RETIREMENT PLAN DISTRIBUTIONS
For taxpayers who have attained the age of 70½, an exclusion of up to $100,000 from gross income is available for IRA distributions that are qualified charitable distributions made directly to a qualifying charitable organization. The distributions must be:
• Made after the IRA owner attains age 70½;
• Made directly to a qualifying charitable organization (public charity); and
• Entirely deductible as a charitable contribution. If the deductible amount is reduced due to a benefit received or if the donor does not obtain sufficient substantiation, the exclusion is not available for any portion of the distribution.
A taxpayer may use his required minimum distribution to fund the donation. The retirement plan distribution exclusion is not applicable for taxable years beginning after 2009, unless extended by Congress.
Participants in qualified pension plans, other than five-percent owners of the employer, can delay taking distributions out of the plan until the later of April 1 of the calendar year after they reach age 70½ or the end of the taxable year in which they retire. Plans may (but are not required to) allow active employees, who are already receiving benefits, to stop receiving them. Distributions would then resume when the employee retires.

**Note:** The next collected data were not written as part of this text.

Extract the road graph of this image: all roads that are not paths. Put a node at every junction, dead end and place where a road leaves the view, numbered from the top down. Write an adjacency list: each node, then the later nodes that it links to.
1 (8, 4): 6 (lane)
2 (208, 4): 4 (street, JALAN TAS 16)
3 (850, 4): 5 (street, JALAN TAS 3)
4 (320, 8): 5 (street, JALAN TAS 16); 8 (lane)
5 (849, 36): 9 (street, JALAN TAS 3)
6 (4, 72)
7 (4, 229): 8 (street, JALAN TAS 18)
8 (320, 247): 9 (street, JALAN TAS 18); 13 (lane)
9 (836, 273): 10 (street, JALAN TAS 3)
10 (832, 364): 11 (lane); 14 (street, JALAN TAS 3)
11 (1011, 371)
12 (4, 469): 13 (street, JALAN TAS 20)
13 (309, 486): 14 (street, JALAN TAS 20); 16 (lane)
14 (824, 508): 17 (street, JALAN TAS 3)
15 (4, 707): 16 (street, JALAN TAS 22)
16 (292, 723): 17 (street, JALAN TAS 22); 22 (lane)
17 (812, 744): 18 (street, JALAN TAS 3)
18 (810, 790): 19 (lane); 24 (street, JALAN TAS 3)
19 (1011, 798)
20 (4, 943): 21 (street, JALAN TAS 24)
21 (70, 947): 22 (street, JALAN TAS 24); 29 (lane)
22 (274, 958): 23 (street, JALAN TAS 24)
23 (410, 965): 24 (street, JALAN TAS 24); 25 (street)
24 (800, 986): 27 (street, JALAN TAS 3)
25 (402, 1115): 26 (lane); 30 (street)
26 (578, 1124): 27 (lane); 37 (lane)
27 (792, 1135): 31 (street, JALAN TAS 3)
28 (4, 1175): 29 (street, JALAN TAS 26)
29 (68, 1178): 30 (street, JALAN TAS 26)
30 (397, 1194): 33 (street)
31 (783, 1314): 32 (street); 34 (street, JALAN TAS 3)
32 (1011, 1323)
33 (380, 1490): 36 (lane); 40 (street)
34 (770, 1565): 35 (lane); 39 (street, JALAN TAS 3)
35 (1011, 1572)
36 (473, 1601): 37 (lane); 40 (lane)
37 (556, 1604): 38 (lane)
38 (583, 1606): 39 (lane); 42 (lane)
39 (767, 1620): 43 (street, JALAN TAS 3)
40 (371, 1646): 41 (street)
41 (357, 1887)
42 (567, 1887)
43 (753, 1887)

Distributions out of a regular IRA can be deferred to a date not later than April 1 of the year after you reach age 70½ (Roth IRAs are not subject to any minimum distribution requirements). If you elect to defer your first IRA distribution to the year after you reach age 70½, that distribution, plus the required distribution for that year, will be taxed in that year.
Example: Individual reached age 70½ in 2009 but waited until April 1, 2010, to take the required distribution from his IRA for the year 2009 based on the December 31, 2008, IRA account balance. Individual must also take a distribution by December 31, 2010, for the 2010 year based on the December 31, 2009, IRA account balance, with certain adjustments. Therefore, Individual is taxed on two distributions in 2010. If the second distribution is not made by December 31, 2010, Individual is subject to a 50-percent excise tax on the amount that should have been distributed.
The taxable portion of a qualified retirement plan distribution generally can be rolled over tax-free into a regular IRA or another qualified plan. However, tax-free rollover treatment is not available if the distribution is one of a series of substantially equal payments over a specified period of ten years or more, over the life expectancy of the employee, or over the joint life expectancies of the employee and the employee’s beneficiary. Minimum distributions, generally required to begin at age 70½, also cannot be rolled over.
Qualified plans must allow participants to transfer eligible rollover amounts directly to an IRA or other qualified plan in a trustee-totrustee transfer. If a trustee-to-trustee transfer is not made, the plan is required to withhold a 20-percent income tax on the distributed amount even if within 60 days the employee transfers the distribution to an IRA. This may result in an overpayment of tax, since the amount rolled over is not included in gross income.
Example: Employee E retires at age 54 on January 1, 2009, and is entitled to receive a $100,000 lump-sum distribution from his employer’s profit-sharing plan. E does not elect a direct trusteeto-trustee transfer of his $100,000 to an IRA. At the time of the distribution, the employer must withhold $20,000 in federal income taxes from the distribution. E receives the remaining $80,000 on January 10, 2009, and transfers it to an IRA on January 11, 2009.
E will have $20,000 of gross income, unless he obtains $20,000 from another source and transfers it to the IRA by March 11, 2009 (within 60 days of receiving the distribution). In addition, if E fails to transfer the additional $20,000 to an IRA, E will be liable for the ten-percent early withdrawal penalty on the $20,000 because E was under age 55 (the minimum age for receiving penalty-free distributions upon a separation from service).